Anche la matematica smentisce Letta

L'affermazione del premier Enrico Letta per cui in Italia la pressione fiscale nel 2013 è diminuita è errata, dal punto di vista aritmetico e contabile, e contrasta con la realtà a cui ciascuna famiglia, quest'anno, si trova di fronte. In primo luogo l'aritmetica, cioè la matematica, non è un'opinione. La legge di stabilità ha corretto, con la sua manovra, il quadro dei conti redatto a settembre, riguardante le spese e le entrate pubbliche previste per il 2013 per la somma di tutti i governi, denominato «governo generale». Le spese previste per il 2013 aumentavano dello 0,8% in confronto al 2012, le entrate del 2013 aumentavano dello 0,7 sul 2012. La pressione fiscale non si misura in cifre assolute, ma in rapporto al Pil, il Prodotto nazionale, che è la somma di quelli dei singoli soggetti che operano nel Paese.

Quando il Pil aumenta può accadere che l'aumento in euro delle entrate si traduca in una diminuzione della pressione fiscale perché la loro percentuale di crescita è minore di quella del Pil. Ma nel 2013 il Pil è diminuito rispetto al 2012, sicché la pressione fiscale è passata dal 48,08%, cifra già spaventosa, al 48,68%. La legge di stabilità ha previsto una manovra correttiva per portare il deficit del 2013 al 2,9% del Pil anziché al 3,1 della previsione di settembre. Il governo alla Camera ha presentato un aumento di entrate di 1 miliardo e una riduzione di spese di 2. Con gli emendamenti della Camera le entrate sono aumentate di 2 miliardi e le spese sono diminuite di 3. Dunque le entrate sono ancora aumentate. E poiché il Pil probabilmente è andato peggio che nelle stime di settembre la pressione fiscale del 2013 risulta aumentata di almeno 0,6-0,7 punti rispetto a quella già alta del 2012.

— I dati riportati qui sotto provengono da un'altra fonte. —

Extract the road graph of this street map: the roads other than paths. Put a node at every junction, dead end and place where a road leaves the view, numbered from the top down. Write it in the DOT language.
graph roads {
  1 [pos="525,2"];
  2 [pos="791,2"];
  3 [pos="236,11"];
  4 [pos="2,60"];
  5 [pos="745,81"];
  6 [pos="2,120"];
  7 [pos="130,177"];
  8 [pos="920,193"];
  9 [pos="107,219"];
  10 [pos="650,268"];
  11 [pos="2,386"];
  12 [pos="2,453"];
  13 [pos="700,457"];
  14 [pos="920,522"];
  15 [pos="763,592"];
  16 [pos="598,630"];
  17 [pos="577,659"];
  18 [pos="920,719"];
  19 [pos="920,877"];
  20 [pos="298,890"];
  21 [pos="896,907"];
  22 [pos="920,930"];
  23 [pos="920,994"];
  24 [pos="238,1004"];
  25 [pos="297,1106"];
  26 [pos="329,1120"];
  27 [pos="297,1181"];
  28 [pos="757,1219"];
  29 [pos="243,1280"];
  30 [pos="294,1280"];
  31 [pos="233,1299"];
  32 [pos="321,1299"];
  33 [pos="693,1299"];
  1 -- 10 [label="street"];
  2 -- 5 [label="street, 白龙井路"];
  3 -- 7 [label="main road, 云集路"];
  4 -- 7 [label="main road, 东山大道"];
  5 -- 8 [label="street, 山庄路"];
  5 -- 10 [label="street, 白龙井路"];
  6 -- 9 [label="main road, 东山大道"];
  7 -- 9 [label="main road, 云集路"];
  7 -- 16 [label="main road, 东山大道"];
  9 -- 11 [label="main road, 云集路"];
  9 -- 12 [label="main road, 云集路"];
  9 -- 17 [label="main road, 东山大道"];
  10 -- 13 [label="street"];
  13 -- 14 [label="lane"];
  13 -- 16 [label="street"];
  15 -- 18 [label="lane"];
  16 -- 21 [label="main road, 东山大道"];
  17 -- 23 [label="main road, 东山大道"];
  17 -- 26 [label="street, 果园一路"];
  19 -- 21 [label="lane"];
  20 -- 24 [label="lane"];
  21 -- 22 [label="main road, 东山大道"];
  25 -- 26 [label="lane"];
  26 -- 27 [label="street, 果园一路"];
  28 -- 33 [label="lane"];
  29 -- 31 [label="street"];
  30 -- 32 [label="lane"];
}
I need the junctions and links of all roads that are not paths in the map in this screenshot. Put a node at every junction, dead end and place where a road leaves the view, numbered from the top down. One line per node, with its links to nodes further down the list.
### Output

Adesso dobbiamo fare un secondo calcolo, che non riguarda il gettito fiscale in rapporto al Pil, cioè la pressione tributaria come si presenta per le casse dello Stato, ma la pressione fiscale come si presenta al contribuente in termini di aliquote effettive, rispetto alla base imponibile, che non è fissa, ma varia da un anno all'altro, per vari fattori, fra cui il fardello fiscale. Se questo viene elevato in termini di aliquote effettive, le basi imponibili si possono ridurre di una percentuale nulla, minore, pari o superiore a quella dell'aumento di aliquote.

Antichi scrittori di finanza pubblica, come il gesuita piemontese Giovanni Botero, autore de La ragion di Stato, del 1589, avevano sostenuto che l'aumento delle imposte avrebbe indotto a lavorare di più per ricostituire il reddito tassato e quindi ne avevano tratto la teoria per cui l'aumento di aliquote può causare un aumento di gettito più che proporzionale, perché può generare un aumento degli imponibili. Ma al tempo del presidente Reagan, il suo economista Arthur Laffer aveva fatto notare che c'è un punto oltre il quale l'aumento di aliquote fa scendere il gettito perché fa rallentare l'economia.

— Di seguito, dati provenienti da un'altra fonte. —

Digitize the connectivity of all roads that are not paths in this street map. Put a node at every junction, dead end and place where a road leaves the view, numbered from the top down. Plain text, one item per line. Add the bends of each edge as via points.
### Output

Ora, proprio questo è accaduto nel 2012 e nel 2013 a causa degli eccessi di aumenti di aliquote nel settore degli immobili, dell'Iva, delle rendite finanziare e in altri ambiti e modi.

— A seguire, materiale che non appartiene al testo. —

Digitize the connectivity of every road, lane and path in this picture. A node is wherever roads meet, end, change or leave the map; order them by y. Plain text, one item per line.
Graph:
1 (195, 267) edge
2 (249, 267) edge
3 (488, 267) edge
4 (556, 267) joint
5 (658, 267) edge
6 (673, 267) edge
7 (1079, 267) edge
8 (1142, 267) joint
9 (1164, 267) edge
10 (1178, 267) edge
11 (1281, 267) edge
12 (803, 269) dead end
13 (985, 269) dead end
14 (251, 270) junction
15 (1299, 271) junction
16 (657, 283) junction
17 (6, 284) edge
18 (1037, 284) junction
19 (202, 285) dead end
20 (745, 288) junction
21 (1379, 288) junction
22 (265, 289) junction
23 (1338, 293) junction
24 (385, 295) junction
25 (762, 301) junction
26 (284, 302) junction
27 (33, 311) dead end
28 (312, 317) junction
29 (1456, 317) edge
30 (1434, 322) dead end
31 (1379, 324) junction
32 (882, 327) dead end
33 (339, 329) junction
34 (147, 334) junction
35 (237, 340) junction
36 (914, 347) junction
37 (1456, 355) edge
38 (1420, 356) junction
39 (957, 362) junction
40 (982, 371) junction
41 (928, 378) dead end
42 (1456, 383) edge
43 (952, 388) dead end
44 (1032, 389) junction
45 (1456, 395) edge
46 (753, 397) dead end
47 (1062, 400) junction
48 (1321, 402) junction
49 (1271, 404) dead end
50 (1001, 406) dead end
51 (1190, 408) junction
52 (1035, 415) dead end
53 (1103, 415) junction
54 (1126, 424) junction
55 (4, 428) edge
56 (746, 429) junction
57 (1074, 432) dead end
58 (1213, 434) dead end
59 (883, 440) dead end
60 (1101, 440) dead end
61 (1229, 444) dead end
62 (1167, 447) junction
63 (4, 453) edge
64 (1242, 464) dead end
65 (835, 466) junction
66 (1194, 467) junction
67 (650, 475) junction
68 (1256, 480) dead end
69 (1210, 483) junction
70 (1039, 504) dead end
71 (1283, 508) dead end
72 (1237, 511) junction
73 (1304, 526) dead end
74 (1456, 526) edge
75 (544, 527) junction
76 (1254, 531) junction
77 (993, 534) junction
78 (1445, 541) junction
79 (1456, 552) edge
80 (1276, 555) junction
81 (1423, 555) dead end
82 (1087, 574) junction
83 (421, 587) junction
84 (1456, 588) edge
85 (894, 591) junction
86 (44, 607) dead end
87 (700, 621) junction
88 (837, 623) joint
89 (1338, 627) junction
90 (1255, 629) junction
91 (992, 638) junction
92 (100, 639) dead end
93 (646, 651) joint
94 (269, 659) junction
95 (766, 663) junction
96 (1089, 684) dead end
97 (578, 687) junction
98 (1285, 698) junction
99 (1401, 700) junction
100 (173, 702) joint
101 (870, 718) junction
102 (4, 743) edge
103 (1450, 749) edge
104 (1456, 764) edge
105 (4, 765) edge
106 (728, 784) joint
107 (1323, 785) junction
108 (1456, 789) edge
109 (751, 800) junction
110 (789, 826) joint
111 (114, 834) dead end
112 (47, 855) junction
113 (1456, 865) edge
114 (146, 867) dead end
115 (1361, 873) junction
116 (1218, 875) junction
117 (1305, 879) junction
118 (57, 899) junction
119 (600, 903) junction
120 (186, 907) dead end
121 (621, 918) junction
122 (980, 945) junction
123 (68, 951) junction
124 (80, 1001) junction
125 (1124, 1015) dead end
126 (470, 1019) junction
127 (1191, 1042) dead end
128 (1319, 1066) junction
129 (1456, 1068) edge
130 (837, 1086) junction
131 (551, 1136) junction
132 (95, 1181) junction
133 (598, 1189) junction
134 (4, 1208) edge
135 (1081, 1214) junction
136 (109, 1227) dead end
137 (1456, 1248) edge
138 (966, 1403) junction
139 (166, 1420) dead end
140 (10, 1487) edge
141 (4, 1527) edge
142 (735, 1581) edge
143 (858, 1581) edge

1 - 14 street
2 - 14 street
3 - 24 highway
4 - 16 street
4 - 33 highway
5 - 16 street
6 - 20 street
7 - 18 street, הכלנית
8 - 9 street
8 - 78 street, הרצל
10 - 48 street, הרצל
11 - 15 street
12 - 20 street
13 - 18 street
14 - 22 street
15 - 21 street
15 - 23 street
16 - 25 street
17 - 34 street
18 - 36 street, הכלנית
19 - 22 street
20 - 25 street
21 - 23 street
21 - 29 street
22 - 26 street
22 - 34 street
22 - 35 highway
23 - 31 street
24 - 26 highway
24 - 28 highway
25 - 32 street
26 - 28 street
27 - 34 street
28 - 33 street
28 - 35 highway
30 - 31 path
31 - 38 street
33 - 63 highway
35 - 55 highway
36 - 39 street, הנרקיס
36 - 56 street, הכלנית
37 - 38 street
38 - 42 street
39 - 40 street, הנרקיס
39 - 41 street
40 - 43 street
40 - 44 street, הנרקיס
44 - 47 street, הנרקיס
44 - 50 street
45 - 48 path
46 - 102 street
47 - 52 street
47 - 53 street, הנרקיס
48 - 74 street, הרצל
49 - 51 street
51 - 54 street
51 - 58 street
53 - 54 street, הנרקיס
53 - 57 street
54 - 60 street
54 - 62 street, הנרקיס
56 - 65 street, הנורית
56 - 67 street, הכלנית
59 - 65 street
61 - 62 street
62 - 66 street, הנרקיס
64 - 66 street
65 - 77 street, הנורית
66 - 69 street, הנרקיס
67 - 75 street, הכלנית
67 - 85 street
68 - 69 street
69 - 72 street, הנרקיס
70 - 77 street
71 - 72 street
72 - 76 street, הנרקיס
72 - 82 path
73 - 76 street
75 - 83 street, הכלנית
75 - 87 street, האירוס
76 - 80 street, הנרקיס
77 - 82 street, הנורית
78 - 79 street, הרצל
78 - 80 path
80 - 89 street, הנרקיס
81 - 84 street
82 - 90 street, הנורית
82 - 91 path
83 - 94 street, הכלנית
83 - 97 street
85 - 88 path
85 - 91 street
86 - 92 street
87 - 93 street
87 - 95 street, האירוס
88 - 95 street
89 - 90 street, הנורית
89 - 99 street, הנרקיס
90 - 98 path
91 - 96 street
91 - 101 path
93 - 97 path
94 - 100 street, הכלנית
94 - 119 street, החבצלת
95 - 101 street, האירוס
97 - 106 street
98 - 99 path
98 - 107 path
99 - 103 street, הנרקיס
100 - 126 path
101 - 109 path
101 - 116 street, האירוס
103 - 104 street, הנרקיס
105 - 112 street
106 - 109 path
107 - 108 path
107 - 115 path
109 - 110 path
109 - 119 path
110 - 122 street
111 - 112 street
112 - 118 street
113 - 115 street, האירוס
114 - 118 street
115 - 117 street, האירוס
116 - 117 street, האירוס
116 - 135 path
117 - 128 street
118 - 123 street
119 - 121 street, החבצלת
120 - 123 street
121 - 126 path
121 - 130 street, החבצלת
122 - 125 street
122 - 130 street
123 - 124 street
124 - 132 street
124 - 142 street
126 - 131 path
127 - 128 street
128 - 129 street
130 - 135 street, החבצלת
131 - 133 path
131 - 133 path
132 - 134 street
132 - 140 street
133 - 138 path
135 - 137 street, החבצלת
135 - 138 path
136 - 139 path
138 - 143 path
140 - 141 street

Se il gettito è aumentato e il Pil è diminuito, ciò vuol dire che le somme pagate dai contribuenti sono aumentate mentre i loro redditi, fatturati, valori patrimoniali sono scesi. E ciò implica che devono essere aumentate le aliquote. La matematica non è un'opinione.

E se il gettito è pari all'aliquota moltiplicata per l'imponibile, nella contabilità del contribuente, quando la somma da pagare al fisco aumenta benché sia diminuito l'imponibile, deve essere aumentata l'aliquota globale a carico dei vari imponibili, cioè l'aliquota fiscale del contribuente rapportata al suo reddito, ossia la sua pressione fiscale sul reddito conseguito nell'anno.

Letta, dunque, sbaglia doppiamente, sia per la pressione fiscale dal punto vista dall'erario sia per quella dal punto di vista del contribuente.